*Task description*. The output should be every line below that includes the word "Answer".

*Listed entries*.

:::

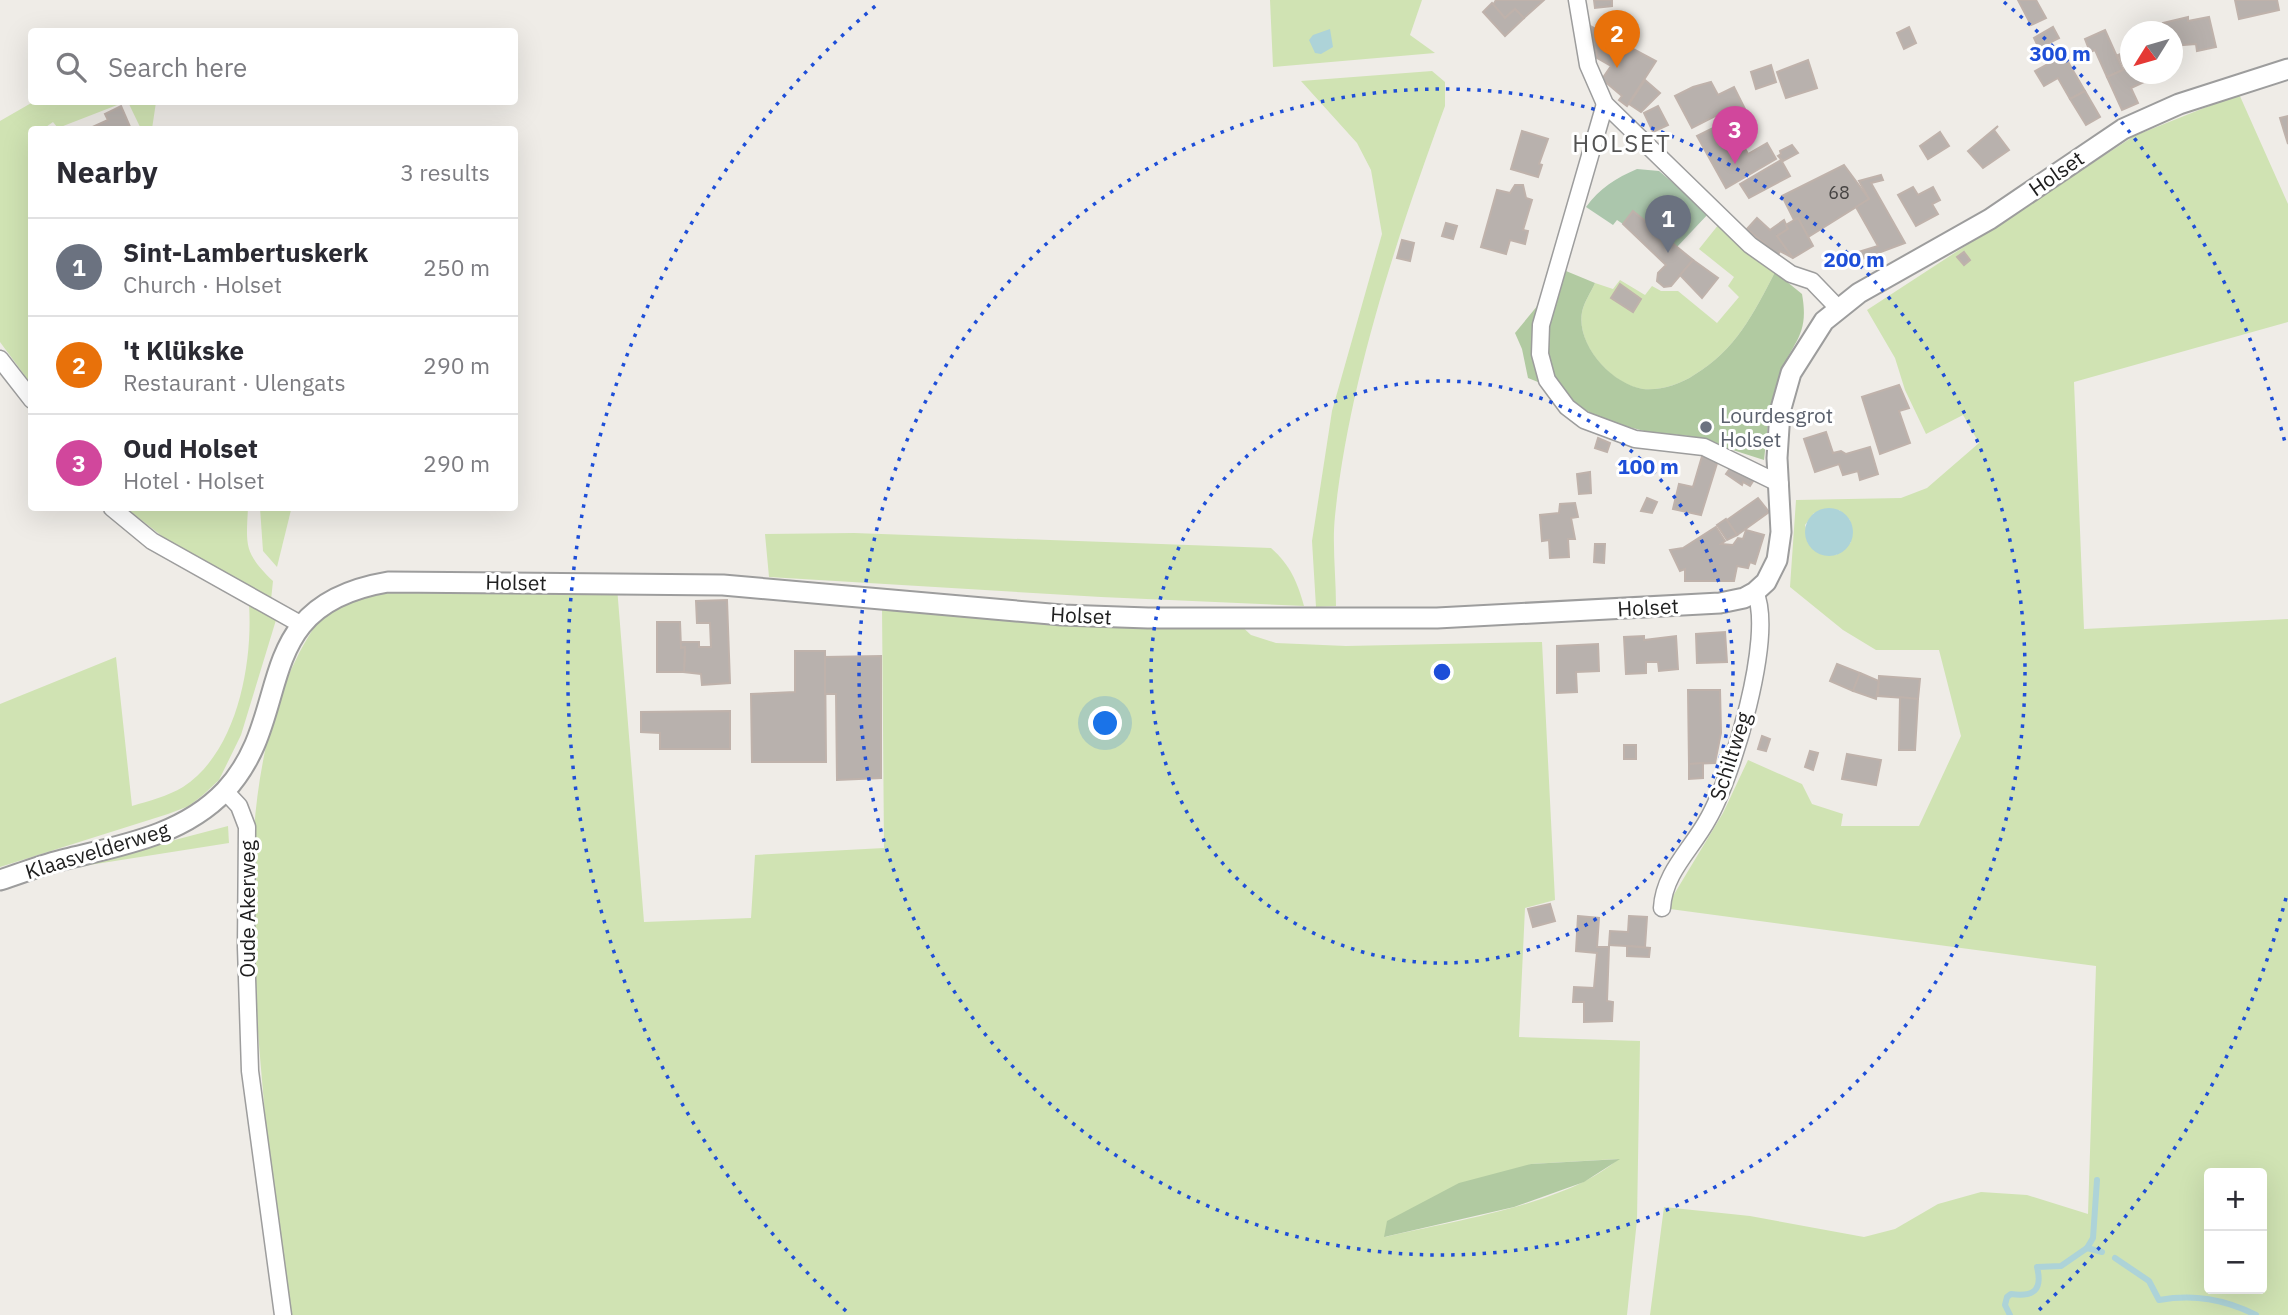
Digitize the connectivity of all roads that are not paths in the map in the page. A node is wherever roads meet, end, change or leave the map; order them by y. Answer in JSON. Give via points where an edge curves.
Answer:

:::

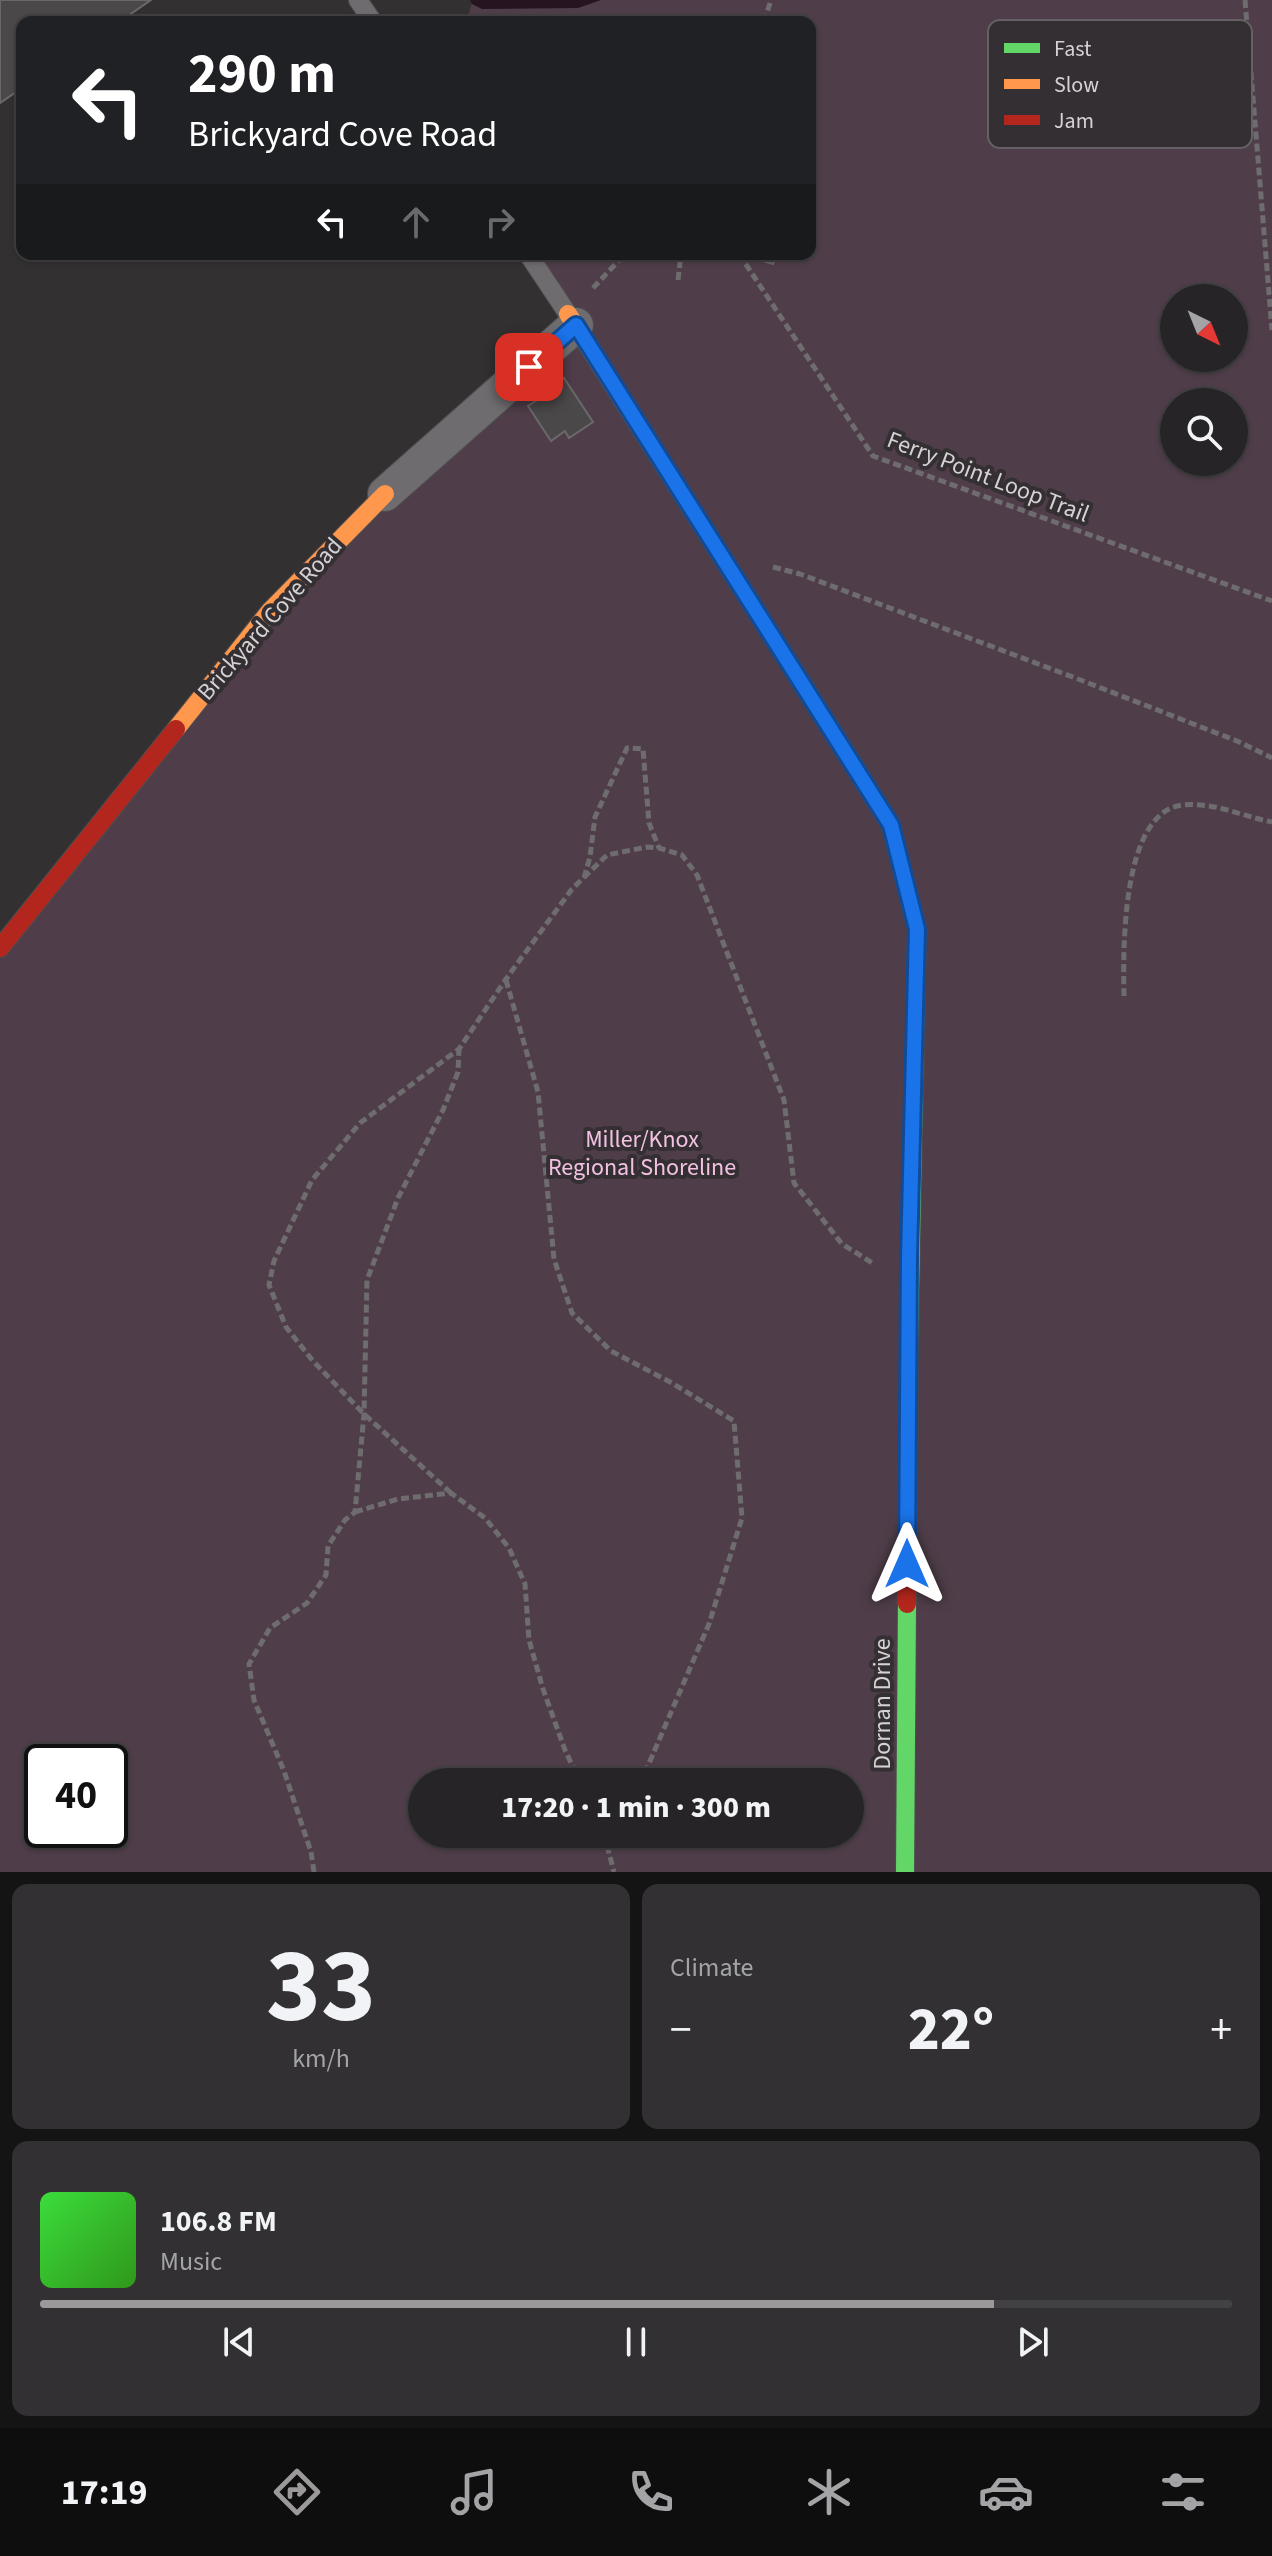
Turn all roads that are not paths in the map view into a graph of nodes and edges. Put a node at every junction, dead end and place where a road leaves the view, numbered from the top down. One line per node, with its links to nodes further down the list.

:::

*Response to the exercise*.
Digitize the connectivity of all roads that are not paths in the map in the page. A node is wherever roads meet, end, change or leave the map; order them by y. Answer in JSON. Give via points where an edge curves.
Answer:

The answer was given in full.